# WORK TASK
In your copy, leave out all pictures and reproduce every entry exactly.
-- RECORDS SUPPLIED follows --
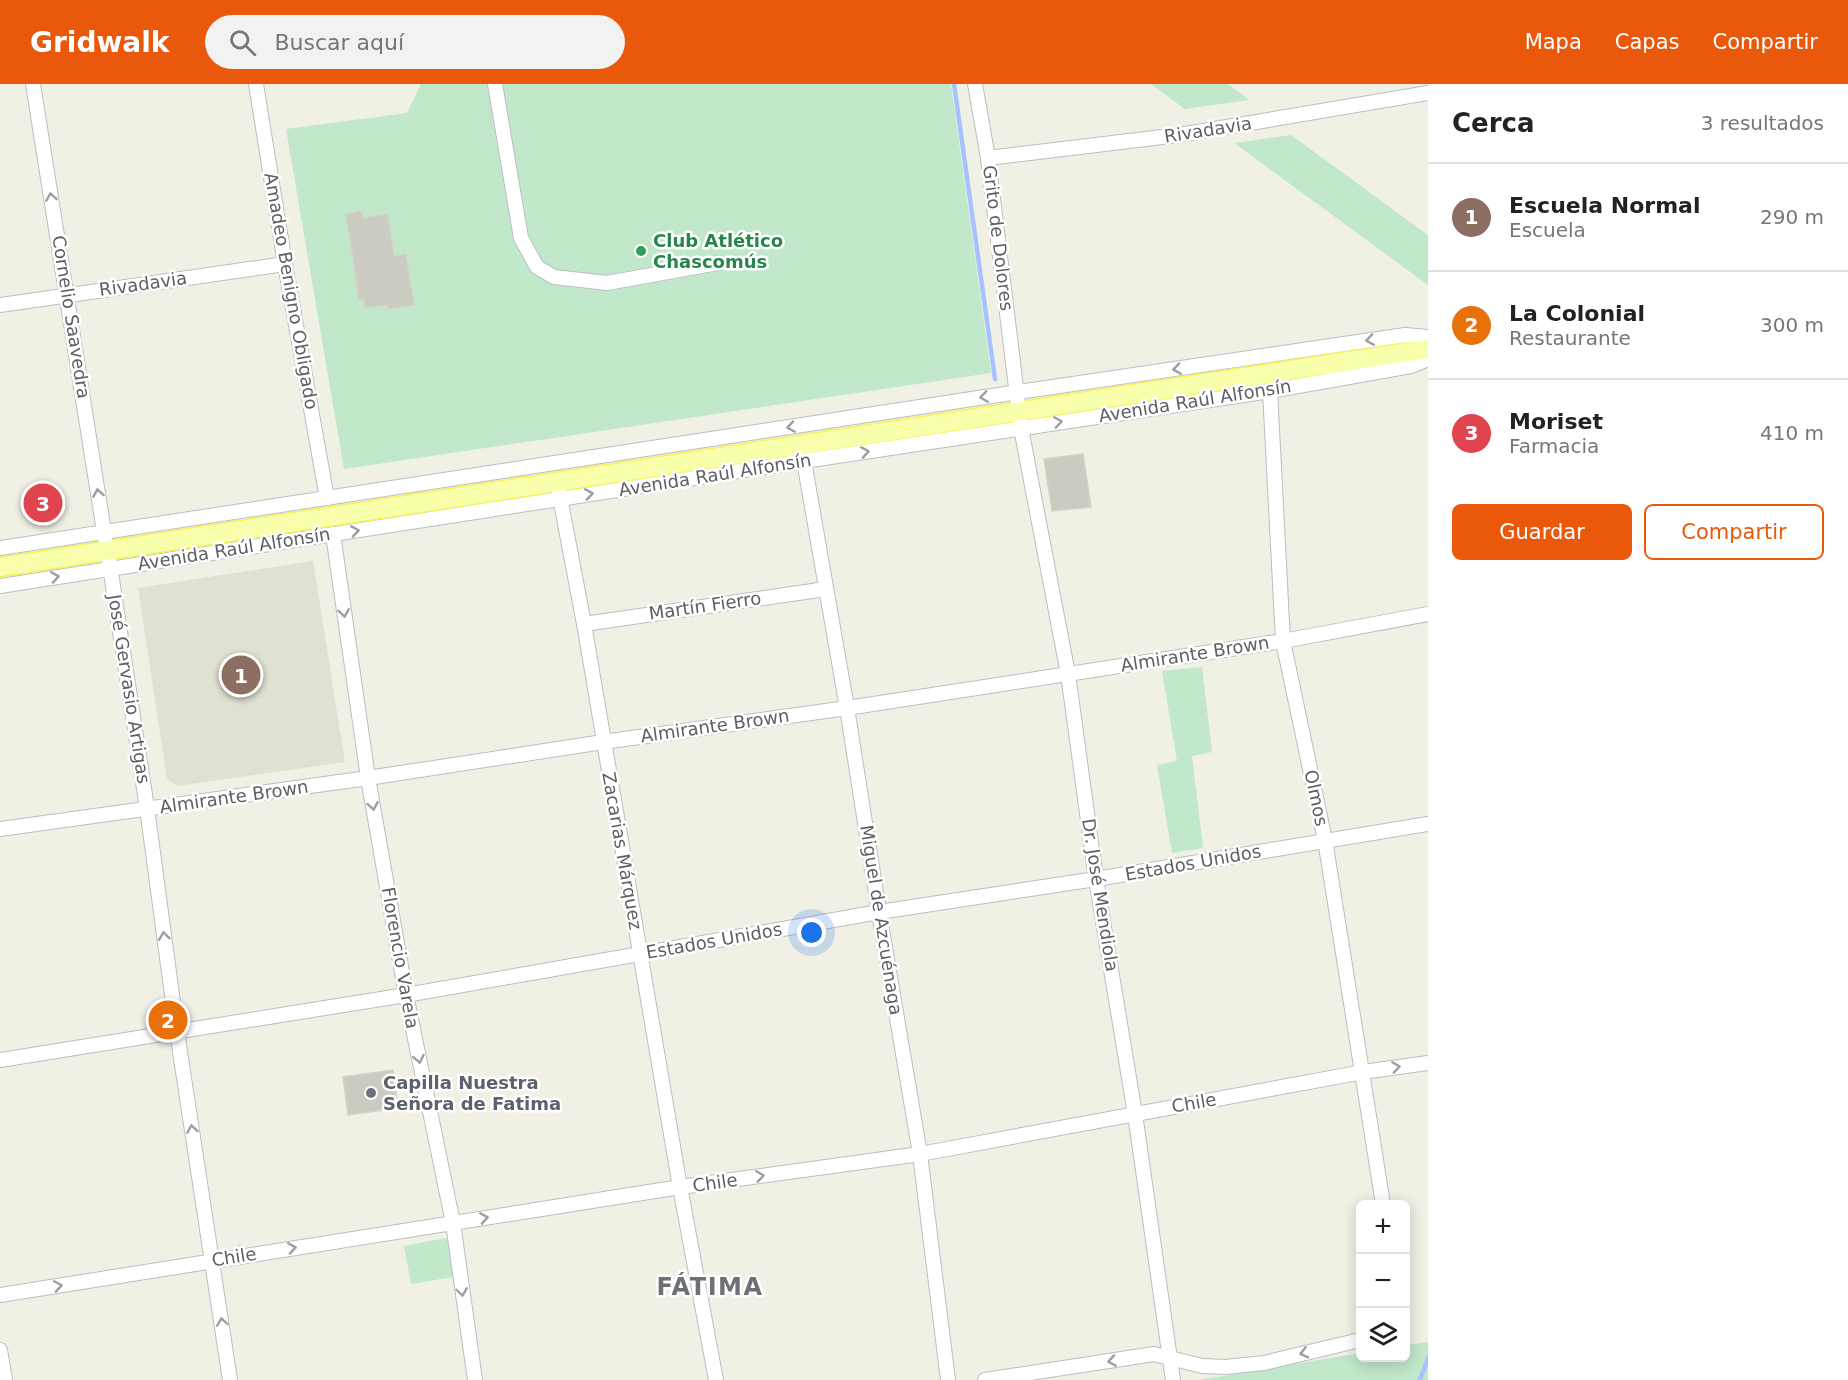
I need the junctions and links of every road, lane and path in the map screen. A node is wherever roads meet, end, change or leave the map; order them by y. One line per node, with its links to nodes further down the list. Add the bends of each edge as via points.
1 (33, 84): 9 (street, Cornelio Saavedra, one-way to 1)
2 (256, 84): 7 (street, Amadeo Benigno Obligado)
3 (495, 84): 8 (street, via 521,238 537,267 554,277 607,283)
4 (975, 84): 6 (street, Grito de Dolores)
5 (1428, 93): 6 (street, Rivadavia, via 1179,135)
6 (988, 158): 15 (street, Grito de Dolores)
7 (285, 264): 9 (street, Rivadavia); 20 (street, Amadeo Benigno Obligado)
8 (718, 264)
9 (68, 294): 10 (street, Rivadavia); 21 (street, Cornelio Saavedra, one-way to 9)
10 (0, 305)
11 (1428, 337): 15 (street, Avenida Raúl Alfonsín, one-way to 15, via 1405,334)
12 (1428, 348): 16 (main road, Avenida Raúl Alfonsín)
13 (1428, 359): 14 (street, Avenida Raúl Alfonsín, via 1411,366)
14 (1270, 391): 16 (street, Avenida Raúl Alfonsín, one-way to 14); 30 (street, Olmos)
15 (1017, 393): 16 (street, Grito de Dolores); 18 (street, Avenida Raúl Alfonsín, one-way to 18)
16 (1020, 420): 17 (street, Avenida Raúl Alfonsín, one-way to 16); 19 (main road, Avenida Raúl Alfonsín); 31 (street, Dr. José Mendiola)
17 (804, 461): 19 (street, Avenida Raúl Alfonsín, one-way to 17); 27 (street, Miguel de Azcuénaga)
18 (554, 463): 19 (street, Zacarias Márquez); 20 (street, Avenida Raúl Alfonsín)
19 (558, 490): 22 (street, Avenida Raúl Alfonsín, one-way to 19); 24 (main road, Avenida Raúl Alfonsín); 29 (street, Zacarias Márquez)
20 (327, 498): 21 (street, Avenida Raúl Alfonsín)
21 (104, 532): 23 (street, Avenida Raúl Alfonsín); 24 (street, Cornelio Saavedra)
22 (333, 534): 24 (street, Avenida Raúl Alfonsín); 34 (street, Florencio Varela, one-way to 34)
23 (0, 548)
24 (109, 560): 25 (main road, Avenida Raúl Alfonsín); 26 (street, Avenida Raúl Alfonsín, one-way to 24); 35 (street, José Gervasio Artigas)
25 (0, 567)
26 (0, 586)
27 (826, 589): 29 (street, Martín Fierro); 32 (street, Miguel de Azcuénaga)
28 (1428, 614): 30 (street, Almirante Brown)
29 (584, 624): 33 (street, Zacarias Márquez)
30 (1283, 641): 31 (street, Almirante Brown); 38 (street, Olmos)
31 (1068, 674): 32 (street, Almirante Brown); 39 (street, Dr. José Mendiola)
32 (847, 708): 33 (street, Almirante Brown); 40 (street, Miguel de Azcuénaga)
33 (603, 742): 34 (street, Almirante Brown); 41 (street, Zacarias Márquez)
34 (368, 778): 35 (street, Almirante Brown); 42 (street, Florencio Varela, one-way to 42)
35 (147, 808): 37 (street, Almirante Brown); 43 (street, José Gervasio Artigas, one-way to 35)
36 (1428, 824): 38 (street, Estados Unidos)
37 (0, 829)
38 (1325, 840): 39 (street, Estados Unidos); 46 (street, Olmos)
39 (1096, 879): 40 (street, Estados Unidos); 47 (street, Dr. José Mendiola)
40 (879, 912): 41 (street, Estados Unidos); 48 (street, Miguel de Azcuénaga)
41 (639, 954): 42 (street, Estados Unidos); 49 (street, Zacarias Márquez)
42 (406, 995): 43 (street, Estados Unidos); 51 (street, Florencio Varela, one-way to 51)
43 (177, 1032): 44 (street, Estados Unidos); 52 (street, José Gervasio Artigas, one-way to 43)
44 (0, 1060)
45 (1428, 1063): 46 (street, Chile, one-way to 45)
46 (1364, 1072): 47 (street, Chile); 50 (street, Olmos)
47 (1135, 1114): 48 (street, Chile); 56 (street, Dr. José Mendiola)
48 (920, 1154): 49 (street, Chile, one-way to 48); 61 (street, Miguel de Azcuénaga)
49 (680, 1187): 51 (street, Chile, one-way to 49); 60 (street, Zacarias Márquez)
50 (1382, 1200)
51 (453, 1223): 52 (street, Chile, one-way to 51); 59 (street, Florencio Varela, one-way to 59)
52 (213, 1260): 53 (street, Chile, one-way to 52); 58 (street, José Gervasio Artigas, one-way to 52)
53 (0, 1295)
54 (1356, 1341): 56 (street, one-way to 56, via 1264,1363 1225,1367)
55 (0, 1350): 57 (street)
56 (1170, 1358): 62 (street, one-way to 62, via 1154,1354); 63 (street, Dr. José Mendiola)
57 (5, 1380)
58 (230, 1380)
59 (475, 1380)
60 (716, 1380)
61 (948, 1380)
62 (985, 1380)
63 (1173, 1380)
-- RECORDS SUPPLIED concluded --
# SOLUTION TO THE PROBLEM
I need the junctions and links of every road, lane and path in the map screen. A node is wherever roads meet, end, change or leave the map; order them by y. One line per node, with its links to nodes further down the list. Add the bends of each edge as via points.
1 (33, 84): 9 (street, Cornelio Saavedra, one-way to 1)
2 (256, 84): 7 (street, Amadeo Benigno Obligado)
3 (495, 84): 8 (street, via 521,238 537,267 554,277 607,283)
4 (975, 84): 6 (street, Grito de Dolores)
5 (1428, 93): 6 (street, Rivadavia, via 1179,135)
6 (988, 158): 15 (street, Grito de Dolores)
7 (285, 264): 9 (street, Rivadavia); 20 (street, Amadeo Benigno Obligado)
8 (718, 264)
9 (68, 294): 10 (street, Rivadavia); 21 (street, Cornelio Saavedra, one-way to 9)
10 (0, 305)
11 (1428, 337): 15 (street, Avenida Raúl Alfonsín, one-way to 15, via 1405,334)
12 (1428, 348): 16 (main road, Avenida Raúl Alfonsín)
13 (1428, 359): 14 (street, Avenida Raúl Alfonsín, via 1411,366)
14 (1270, 391): 16 (street, Avenida Raúl Alfonsín, one-way to 14); 30 (street, Olmos)
15 (1017, 393): 16 (street, Grito de Dolores); 18 (street, Avenida Raúl Alfonsín, one-way to 18)
16 (1020, 420): 17 (street, Avenida Raúl Alfonsín, one-way to 16); 19 (main road, Avenida Raúl Alfonsín); 31 (street, Dr. José Mendiola)
17 (804, 461): 19 (street, Avenida Raúl Alfonsín, one-way to 17); 27 (street, Miguel de Azcuénaga)
18 (554, 463): 19 (street, Zacarias Márquez); 20 (street, Avenida Raúl Alfonsín)
19 (558, 490): 22 (street, Avenida Raúl Alfonsín, one-way to 19); 24 (main road, Avenida Raúl Alfonsín); 29 (street, Zacarias Márquez)
20 (327, 498): 21 (street, Avenida Raúl Alfonsín)
21 (104, 532): 23 (street, Avenida Raúl Alfonsín); 24 (street, Cornelio Saavedra)
22 (333, 534): 24 (street, Avenida Raúl Alfonsín); 34 (street, Florencio Varela, one-way to 34)
23 (0, 548)
24 (109, 560): 25 (main road, Avenida Raúl Alfonsín); 26 (street, Avenida Raúl Alfonsín, one-way to 24); 35 (street, José Gervasio Artigas)
25 (0, 567)
26 (0, 586)
27 (826, 589): 29 (street, Martín Fierro); 32 (street, Miguel de Azcuénaga)
28 (1428, 614): 30 (street, Almirante Brown)
29 (584, 624): 33 (street, Zacarias Márquez)
30 (1283, 641): 31 (street, Almirante Brown); 38 (street, Olmos)
31 (1068, 674): 32 (street, Almirante Brown); 39 (street, Dr. José Mendiola)
32 (847, 708): 33 (street, Almirante Brown); 40 (street, Miguel de Azcuénaga)
33 (603, 742): 34 (street, Almirante Brown); 41 (street, Zacarias Márquez)
34 (368, 778): 35 (street, Almirante Brown); 42 (street, Florencio Varela, one-way to 42)
35 (147, 808): 37 (street, Almirante Brown); 43 (street, José Gervasio Artigas, one-way to 35)
36 (1428, 824): 38 (street, Estados Unidos)
37 (0, 829)
38 (1325, 840): 39 (street, Estados Unidos); 46 (street, Olmos)
39 (1096, 879): 40 (street, Estados Unidos); 47 (street, Dr. José Mendiola)
40 (879, 912): 41 (street, Estados Unidos); 48 (street, Miguel de Azcuénaga)
41 (639, 954): 42 (street, Estados Unidos); 49 (street, Zacarias Márquez)
42 (406, 995): 43 (street, Estados Unidos); 51 (street, Florencio Varela, one-way to 51)
43 (177, 1032): 44 (street, Estados Unidos); 52 (street, José Gervasio Artigas, one-way to 43)
44 (0, 1060)
45 (1428, 1063): 46 (street, Chile, one-way to 45)
46 (1364, 1072): 47 (street, Chile); 50 (street, Olmos)
47 (1135, 1114): 48 (street, Chile); 56 (street, Dr. José Mendiola)
48 (920, 1154): 49 (street, Chile, one-way to 48); 61 (street, Miguel de Azcuénaga)
49 (680, 1187): 51 (street, Chile, one-way to 49); 60 (street, Zacarias Márquez)
50 (1382, 1200)
51 (453, 1223): 52 (street, Chile, one-way to 51); 59 (street, Florencio Varela, one-way to 59)
52 (213, 1260): 53 (street, Chile, one-way to 52); 58 (street, José Gervasio Artigas, one-way to 52)
53 (0, 1295)
54 (1356, 1341): 56 (street, one-way to 56, via 1264,1363 1225,1367)
55 (0, 1350): 57 (street)
56 (1170, 1358): 62 (street, one-way to 62, via 1154,1354); 63 (street, Dr. José Mendiola)
57 (5, 1380)
58 (230, 1380)
59 (475, 1380)
60 (716, 1380)
61 (948, 1380)
62 (985, 1380)
63 (1173, 1380)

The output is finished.